We can speculate on why. Omniscient gives readers the experience of being able to understand the big picture of what's going on in the story world. It's about looking at the characters from an outside perspective, like a king or god.
Omniscient was popular for most of history when the average person, even an educated person, had a very limited understanding of the world outside their immediate community. Only rulers looked at people objectively, so they could manipulate them. Sociology, psychology, economics, and the other social sciences were fascinating fields when they emerged because they offered people new insights into the invisible forces that shaped the human world.
Today, thanks to mass media and especially the internet, it is easy for people to get bombarded with too much information--much of it contradictory, biased, and unreliable. "Personal reality" at the expense of objective truth seems to offer security to many people, no
matter how inaccurate their resulting beliefs may be.
So now the subjective experience seems to be more desired in fiction.
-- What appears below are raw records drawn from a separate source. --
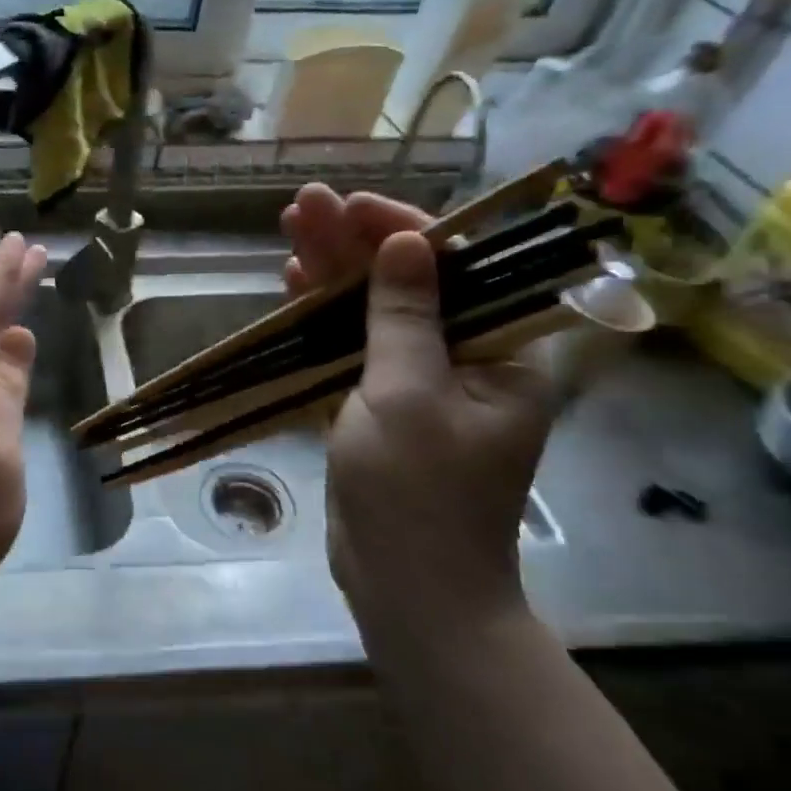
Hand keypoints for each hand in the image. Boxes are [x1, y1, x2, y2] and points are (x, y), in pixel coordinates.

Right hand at [281, 185, 553, 645]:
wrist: (406, 585)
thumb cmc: (418, 492)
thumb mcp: (408, 396)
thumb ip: (405, 317)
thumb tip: (406, 242)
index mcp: (500, 354)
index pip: (456, 268)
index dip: (402, 229)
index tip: (352, 205)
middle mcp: (463, 359)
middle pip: (406, 283)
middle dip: (353, 243)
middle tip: (303, 204)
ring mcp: (416, 382)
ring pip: (372, 311)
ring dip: (332, 273)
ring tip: (290, 230)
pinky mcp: (378, 404)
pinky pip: (351, 347)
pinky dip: (323, 318)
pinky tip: (294, 286)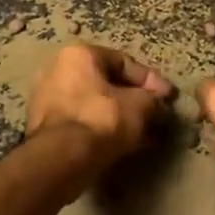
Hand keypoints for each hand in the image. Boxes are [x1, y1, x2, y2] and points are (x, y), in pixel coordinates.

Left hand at [26, 43, 174, 171]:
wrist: (62, 159)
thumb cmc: (102, 120)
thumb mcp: (140, 106)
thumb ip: (153, 101)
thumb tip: (158, 106)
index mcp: (79, 54)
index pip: (124, 62)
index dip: (151, 80)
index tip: (169, 98)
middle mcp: (58, 70)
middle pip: (107, 84)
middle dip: (135, 101)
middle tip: (156, 116)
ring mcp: (48, 100)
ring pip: (96, 106)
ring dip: (121, 118)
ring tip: (145, 135)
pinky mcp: (46, 128)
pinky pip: (84, 123)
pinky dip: (104, 131)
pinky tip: (125, 145)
First person and third person limited have become the dominant forms of narration.
One also comes across a lot of books that offer a kind of hybrid: narration via multiple points-of-view.
Multiple POV books tell the story through a variety of subjective experiences. The reader gets to pretend to be a number of diverse characters. Sometimes each POV is intensely personal. However, the consequence of assuming so many viewpoints is that, at the end of the book, when the readers step back and consider the whole of what has been read, they are forced to take a more objective stance--as they must with omniscient narration. It's like going through a process of repeated associative-disassociative experiences, or like a series of relationship break-ups.
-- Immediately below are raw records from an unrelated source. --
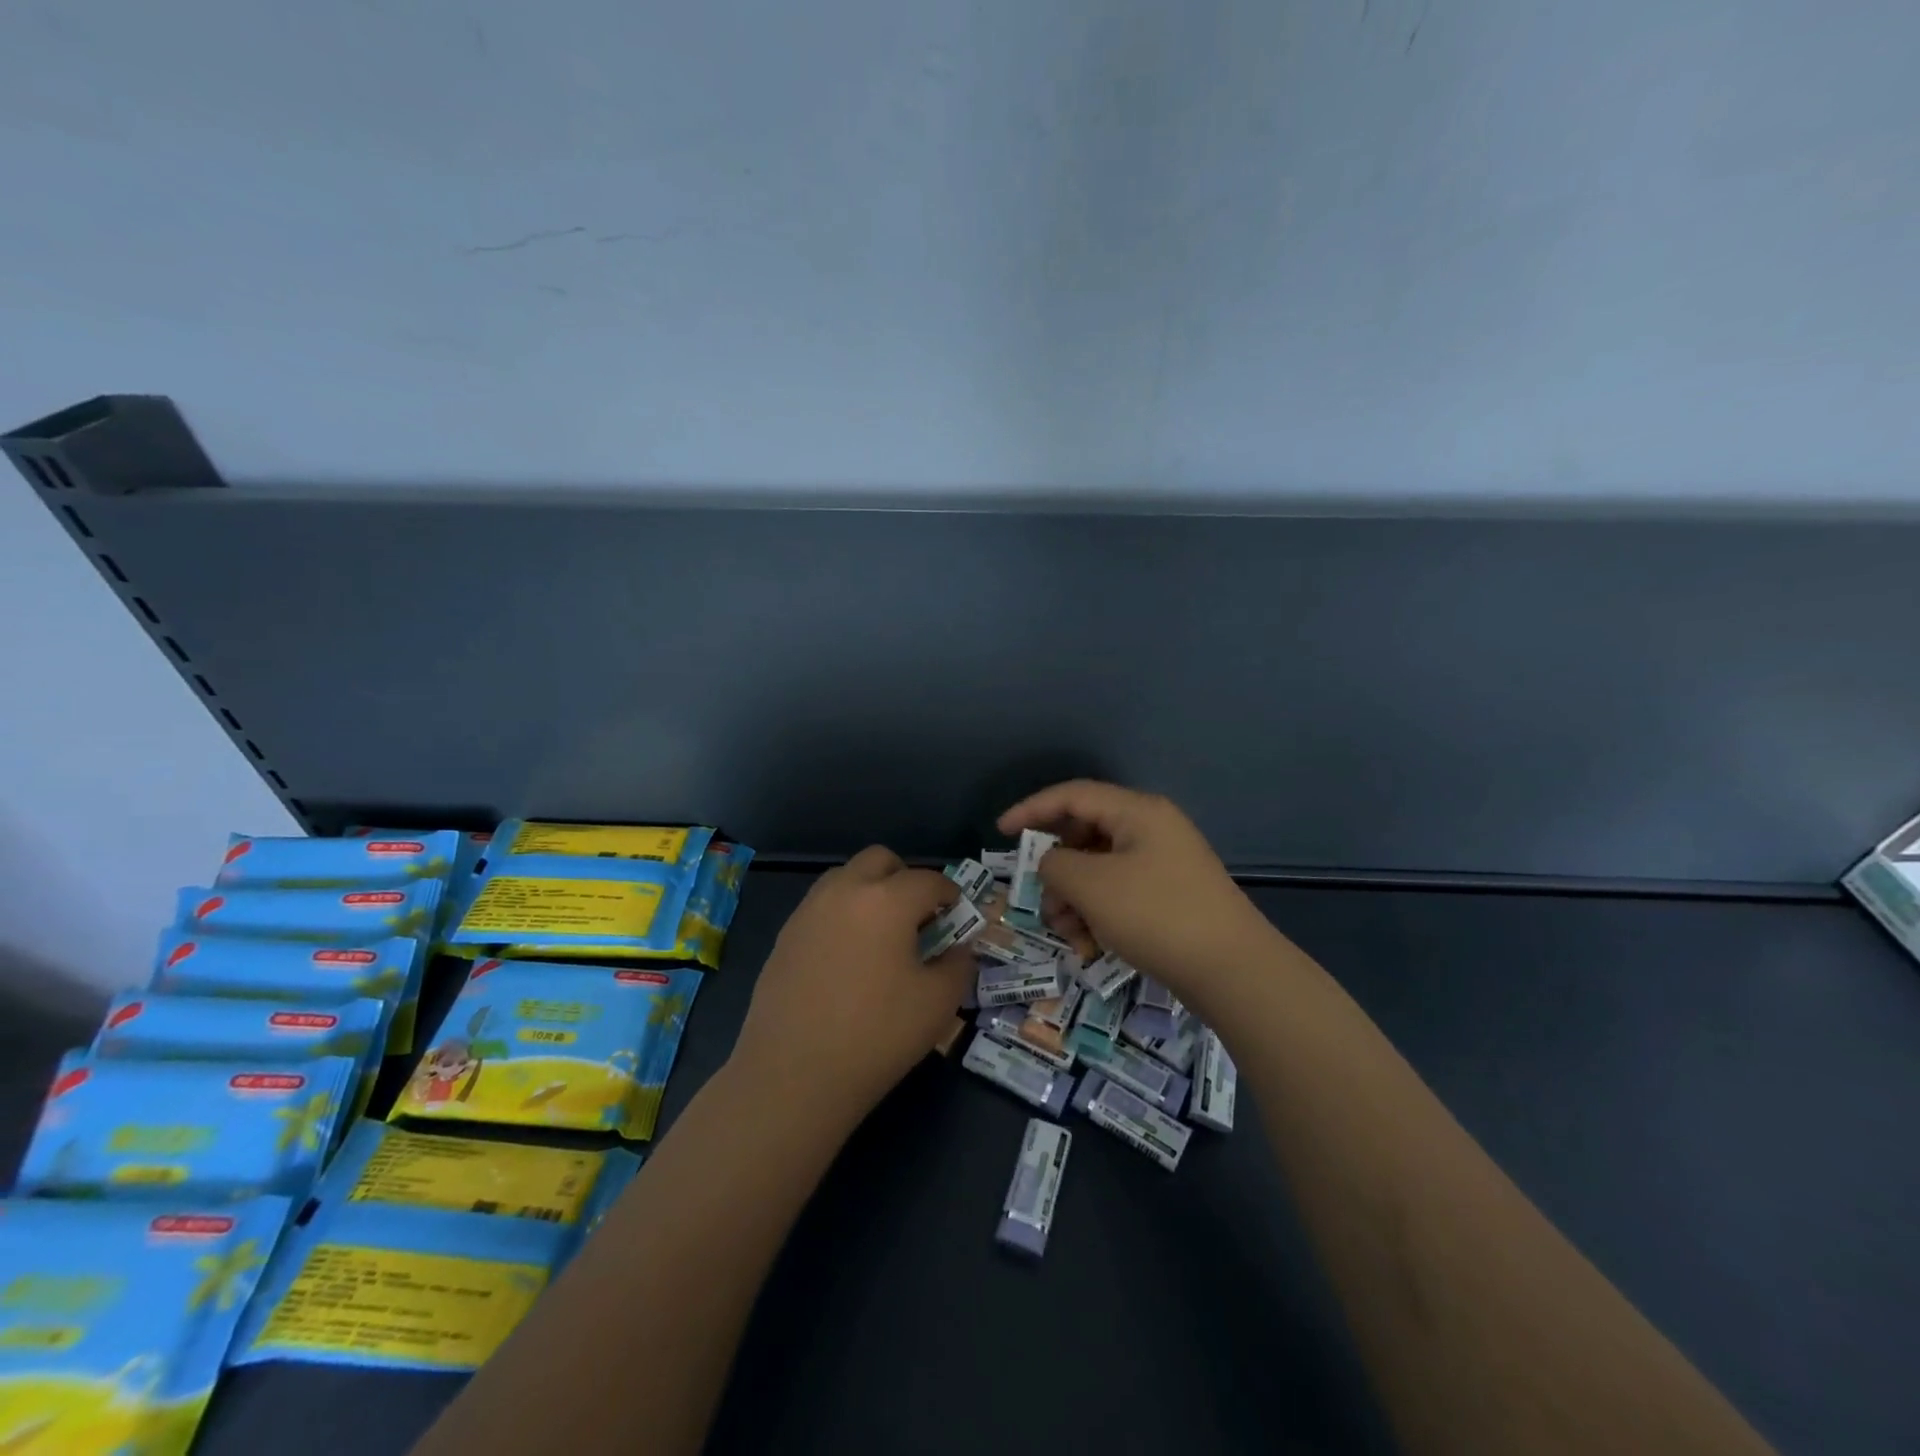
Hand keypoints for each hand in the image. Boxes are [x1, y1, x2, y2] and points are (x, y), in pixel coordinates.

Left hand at [726, 846, 974, 1132]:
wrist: (793, 1075)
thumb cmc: (877, 1035)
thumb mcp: (938, 1003)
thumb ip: (958, 964)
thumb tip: (959, 947)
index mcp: (887, 900)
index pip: (929, 880)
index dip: (950, 895)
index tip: (958, 916)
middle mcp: (845, 891)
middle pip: (880, 860)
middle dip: (905, 878)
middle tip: (918, 917)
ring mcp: (809, 910)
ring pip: (846, 877)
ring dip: (870, 891)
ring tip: (882, 935)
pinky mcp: (785, 935)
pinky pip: (822, 905)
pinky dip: (843, 914)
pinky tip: (849, 957)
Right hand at [998, 780, 1276, 1004]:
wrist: (1232, 970)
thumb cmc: (1156, 914)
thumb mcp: (1092, 885)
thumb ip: (1055, 864)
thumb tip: (1051, 863)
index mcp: (1137, 811)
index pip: (1073, 795)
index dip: (1032, 809)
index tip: (1001, 832)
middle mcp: (1151, 829)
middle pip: (1085, 833)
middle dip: (1056, 867)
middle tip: (1041, 896)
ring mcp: (1163, 864)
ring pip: (1099, 868)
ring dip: (1074, 896)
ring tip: (1067, 931)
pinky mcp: (1169, 896)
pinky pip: (1119, 892)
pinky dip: (1098, 912)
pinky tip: (1090, 944)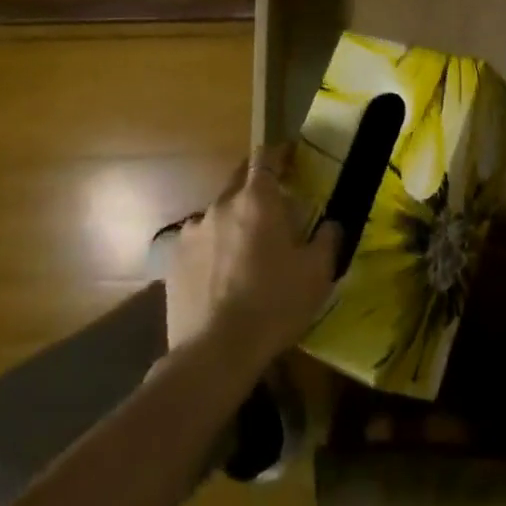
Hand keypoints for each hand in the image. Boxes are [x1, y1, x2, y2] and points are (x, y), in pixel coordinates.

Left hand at [162, 146, 339, 370]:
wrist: (215, 353)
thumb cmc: (274, 305)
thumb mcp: (316, 274)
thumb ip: (328, 240)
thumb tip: (332, 224)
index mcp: (257, 200)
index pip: (266, 157)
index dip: (279, 153)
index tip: (291, 158)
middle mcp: (221, 205)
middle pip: (239, 179)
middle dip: (256, 185)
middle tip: (273, 206)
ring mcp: (192, 231)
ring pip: (218, 214)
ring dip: (233, 222)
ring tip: (244, 252)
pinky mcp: (174, 261)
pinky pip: (198, 244)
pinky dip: (211, 250)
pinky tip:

Now, what you're proposing is probably less jarring. If you're just doing a few scenes in omniscient, the effect may be like a having an occasional withdrawal from the subjective experience of being the main character in order to gain a wider perspective on the story or to create dramatic irony.
The interesting thing to consider is not just what information or events the reader may learn about in those moments, but what they might reveal about the main character.
It also raises the question of who your omniscient narrator is and what voice they will use. (Many readers won't care, but a few may find the switch annoying.)
You just have to trust your instincts, and possibly your critique partners.